===== Provided records =====
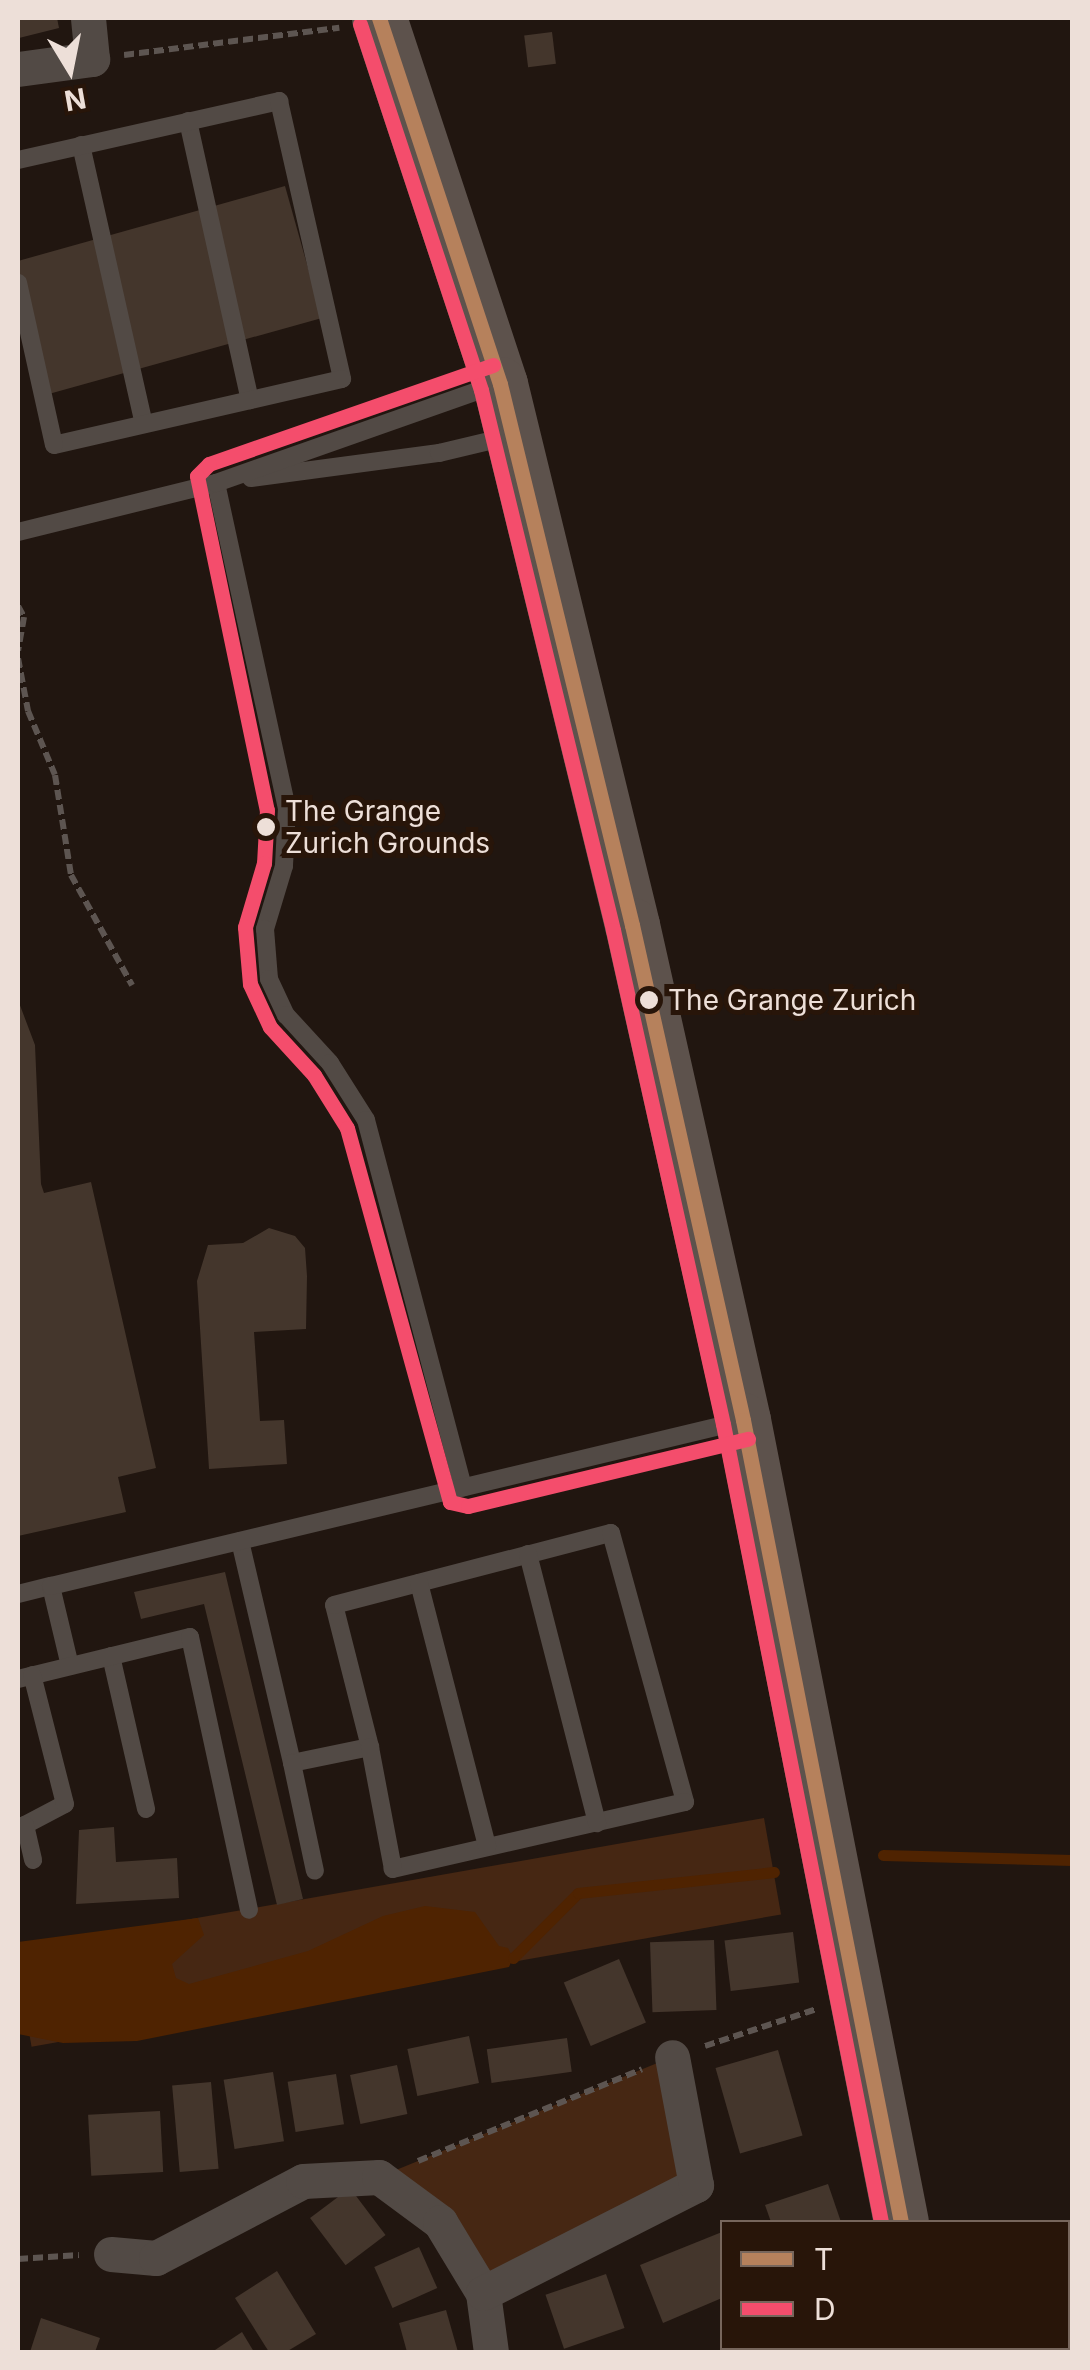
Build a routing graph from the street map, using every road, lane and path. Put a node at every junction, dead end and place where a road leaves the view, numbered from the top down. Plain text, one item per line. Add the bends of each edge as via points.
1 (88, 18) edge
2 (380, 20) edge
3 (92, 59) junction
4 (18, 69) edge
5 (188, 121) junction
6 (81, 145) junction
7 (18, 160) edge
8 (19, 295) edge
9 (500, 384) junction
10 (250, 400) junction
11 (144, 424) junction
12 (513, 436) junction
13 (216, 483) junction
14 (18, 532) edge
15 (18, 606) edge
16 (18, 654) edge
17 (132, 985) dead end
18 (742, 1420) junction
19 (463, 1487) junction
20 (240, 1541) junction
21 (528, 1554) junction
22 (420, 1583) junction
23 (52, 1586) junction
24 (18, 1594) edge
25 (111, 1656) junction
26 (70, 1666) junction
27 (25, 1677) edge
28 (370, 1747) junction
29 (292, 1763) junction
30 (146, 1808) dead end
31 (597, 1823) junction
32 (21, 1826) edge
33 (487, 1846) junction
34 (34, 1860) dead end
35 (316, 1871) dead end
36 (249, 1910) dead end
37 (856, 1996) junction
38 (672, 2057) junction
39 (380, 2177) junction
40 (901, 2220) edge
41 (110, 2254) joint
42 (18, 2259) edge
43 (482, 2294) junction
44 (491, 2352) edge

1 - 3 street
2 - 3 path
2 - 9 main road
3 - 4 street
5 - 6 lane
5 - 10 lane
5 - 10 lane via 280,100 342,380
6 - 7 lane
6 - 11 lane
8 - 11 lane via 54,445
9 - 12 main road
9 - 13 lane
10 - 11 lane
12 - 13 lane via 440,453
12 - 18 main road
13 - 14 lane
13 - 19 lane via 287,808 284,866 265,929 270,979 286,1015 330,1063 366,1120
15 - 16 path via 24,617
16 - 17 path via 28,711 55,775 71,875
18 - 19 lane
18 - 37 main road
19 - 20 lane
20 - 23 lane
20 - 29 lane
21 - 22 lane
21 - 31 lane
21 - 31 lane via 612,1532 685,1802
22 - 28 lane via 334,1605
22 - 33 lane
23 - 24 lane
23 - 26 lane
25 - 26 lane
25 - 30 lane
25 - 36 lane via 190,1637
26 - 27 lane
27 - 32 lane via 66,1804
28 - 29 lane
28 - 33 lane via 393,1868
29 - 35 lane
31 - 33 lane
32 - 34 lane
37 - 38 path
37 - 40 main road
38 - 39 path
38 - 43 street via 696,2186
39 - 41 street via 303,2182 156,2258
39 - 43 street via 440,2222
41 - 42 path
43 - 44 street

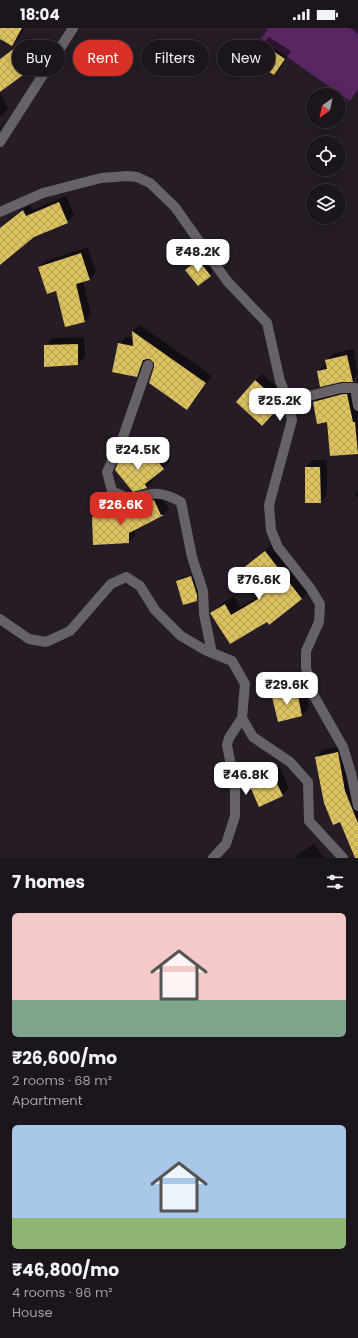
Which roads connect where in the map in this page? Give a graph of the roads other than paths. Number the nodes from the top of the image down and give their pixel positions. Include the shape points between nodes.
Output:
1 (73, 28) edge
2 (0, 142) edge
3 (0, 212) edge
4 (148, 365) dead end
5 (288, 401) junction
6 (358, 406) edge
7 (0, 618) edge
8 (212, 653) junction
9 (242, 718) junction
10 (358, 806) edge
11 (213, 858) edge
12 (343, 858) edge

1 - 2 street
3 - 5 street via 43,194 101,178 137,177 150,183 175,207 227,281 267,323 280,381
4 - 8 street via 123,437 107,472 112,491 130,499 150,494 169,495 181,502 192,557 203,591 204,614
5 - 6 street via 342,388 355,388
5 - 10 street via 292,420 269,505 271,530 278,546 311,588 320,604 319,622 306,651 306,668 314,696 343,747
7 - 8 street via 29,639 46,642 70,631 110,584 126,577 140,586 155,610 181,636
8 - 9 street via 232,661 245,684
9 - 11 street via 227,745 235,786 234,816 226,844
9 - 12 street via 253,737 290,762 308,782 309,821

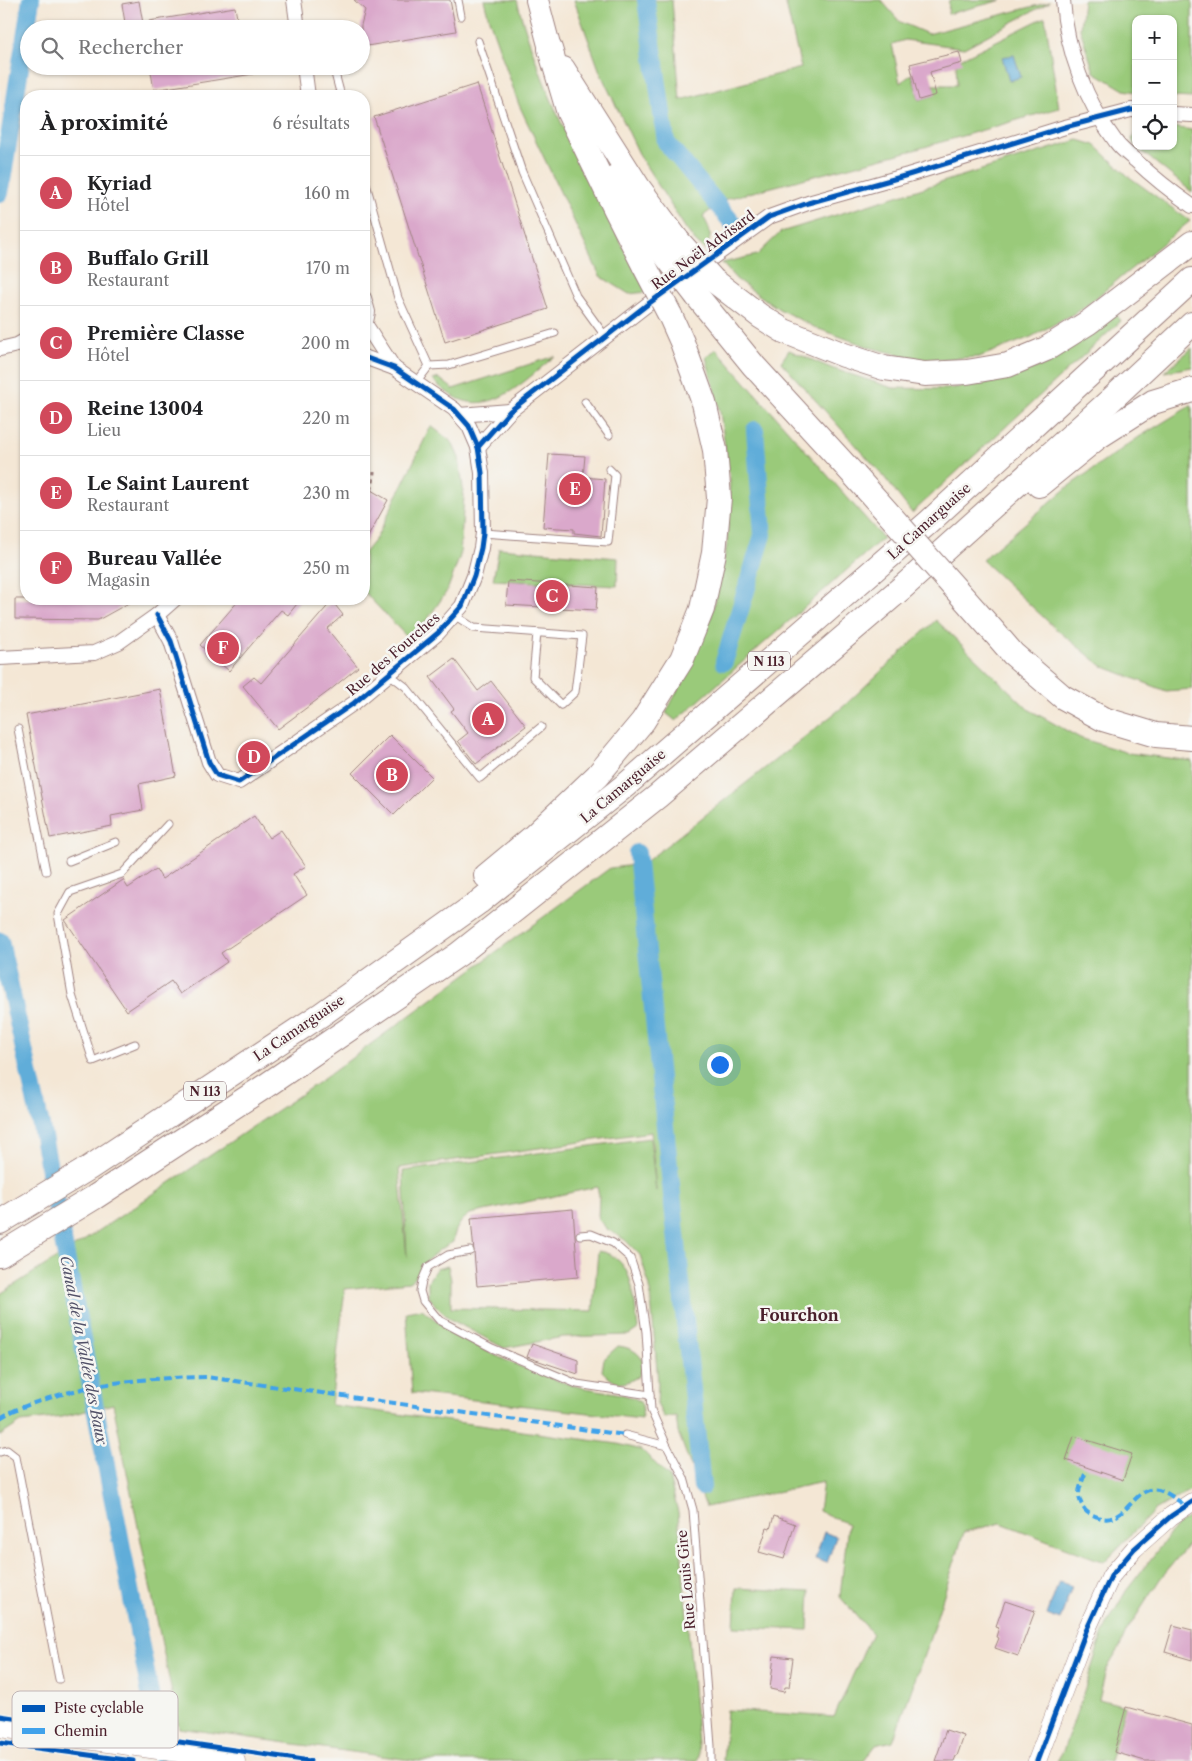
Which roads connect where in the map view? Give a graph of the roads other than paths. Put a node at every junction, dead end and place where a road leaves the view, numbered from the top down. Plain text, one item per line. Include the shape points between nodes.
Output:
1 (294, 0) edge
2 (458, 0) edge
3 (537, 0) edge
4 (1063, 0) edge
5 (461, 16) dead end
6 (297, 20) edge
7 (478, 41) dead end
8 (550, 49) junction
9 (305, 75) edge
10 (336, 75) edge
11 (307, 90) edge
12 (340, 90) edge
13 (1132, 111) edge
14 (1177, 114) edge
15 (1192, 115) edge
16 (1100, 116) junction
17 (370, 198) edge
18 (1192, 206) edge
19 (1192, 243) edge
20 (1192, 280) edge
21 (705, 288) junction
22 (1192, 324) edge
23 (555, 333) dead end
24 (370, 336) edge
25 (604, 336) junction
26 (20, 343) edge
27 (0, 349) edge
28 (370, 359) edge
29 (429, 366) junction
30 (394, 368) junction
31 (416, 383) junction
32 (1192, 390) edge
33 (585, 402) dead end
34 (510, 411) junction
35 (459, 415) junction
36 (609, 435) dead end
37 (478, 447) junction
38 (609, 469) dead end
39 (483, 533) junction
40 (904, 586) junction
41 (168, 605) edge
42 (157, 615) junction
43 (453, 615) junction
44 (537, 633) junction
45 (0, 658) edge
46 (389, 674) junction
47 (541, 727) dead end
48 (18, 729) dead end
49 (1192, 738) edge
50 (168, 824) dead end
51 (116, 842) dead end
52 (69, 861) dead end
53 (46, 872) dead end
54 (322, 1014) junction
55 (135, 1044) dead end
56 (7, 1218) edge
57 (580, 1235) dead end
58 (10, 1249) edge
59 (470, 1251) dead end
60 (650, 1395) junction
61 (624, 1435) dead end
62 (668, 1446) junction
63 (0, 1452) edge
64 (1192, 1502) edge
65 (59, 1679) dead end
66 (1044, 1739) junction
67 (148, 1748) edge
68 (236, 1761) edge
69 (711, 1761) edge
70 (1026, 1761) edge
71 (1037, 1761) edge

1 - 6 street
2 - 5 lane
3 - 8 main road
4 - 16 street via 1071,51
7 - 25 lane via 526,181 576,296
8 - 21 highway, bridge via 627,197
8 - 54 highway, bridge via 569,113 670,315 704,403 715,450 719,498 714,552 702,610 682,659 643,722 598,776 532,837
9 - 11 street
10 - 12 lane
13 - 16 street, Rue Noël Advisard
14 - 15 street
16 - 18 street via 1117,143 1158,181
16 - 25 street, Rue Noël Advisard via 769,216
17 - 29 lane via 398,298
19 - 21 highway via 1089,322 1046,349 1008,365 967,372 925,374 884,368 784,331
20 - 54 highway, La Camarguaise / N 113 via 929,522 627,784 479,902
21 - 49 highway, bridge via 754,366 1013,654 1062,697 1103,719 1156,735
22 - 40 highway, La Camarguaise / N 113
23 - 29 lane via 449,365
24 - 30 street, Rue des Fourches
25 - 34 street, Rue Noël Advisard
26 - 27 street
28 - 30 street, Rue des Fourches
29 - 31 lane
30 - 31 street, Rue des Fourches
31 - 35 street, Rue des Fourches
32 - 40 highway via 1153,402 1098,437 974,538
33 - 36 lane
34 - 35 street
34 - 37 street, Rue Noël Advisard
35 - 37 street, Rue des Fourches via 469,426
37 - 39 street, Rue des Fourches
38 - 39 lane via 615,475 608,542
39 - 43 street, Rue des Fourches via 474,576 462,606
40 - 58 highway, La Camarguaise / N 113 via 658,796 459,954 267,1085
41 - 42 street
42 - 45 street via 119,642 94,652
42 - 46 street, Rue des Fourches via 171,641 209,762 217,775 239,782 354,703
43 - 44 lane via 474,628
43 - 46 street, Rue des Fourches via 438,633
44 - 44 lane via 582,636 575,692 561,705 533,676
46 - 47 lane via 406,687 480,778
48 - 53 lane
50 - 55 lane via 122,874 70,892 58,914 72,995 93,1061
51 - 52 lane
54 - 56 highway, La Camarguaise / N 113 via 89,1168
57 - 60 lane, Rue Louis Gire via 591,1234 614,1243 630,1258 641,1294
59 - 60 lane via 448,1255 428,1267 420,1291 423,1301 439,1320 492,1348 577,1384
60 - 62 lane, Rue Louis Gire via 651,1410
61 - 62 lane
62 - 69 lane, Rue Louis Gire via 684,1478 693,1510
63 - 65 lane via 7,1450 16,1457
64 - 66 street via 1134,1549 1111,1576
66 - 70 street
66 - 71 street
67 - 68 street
=====
• [Task objective]
Reproduce every line in the data that has the word "item" in it.

• [Result for this exercise]
Build a routing graph from the street map, using every road, lane and path. Put a node at every junction, dead end and place where a road leaves the view, numbered from the top down. Plain text, one item per line. Add the bends of each edge as via points.
Which roads connect where in the map view? Give a graph of the roads other than paths. Put a node at every junction, dead end and place where a road leaves the view, numbered from the top down. Plain text, one item per line. Include the shape points between nodes.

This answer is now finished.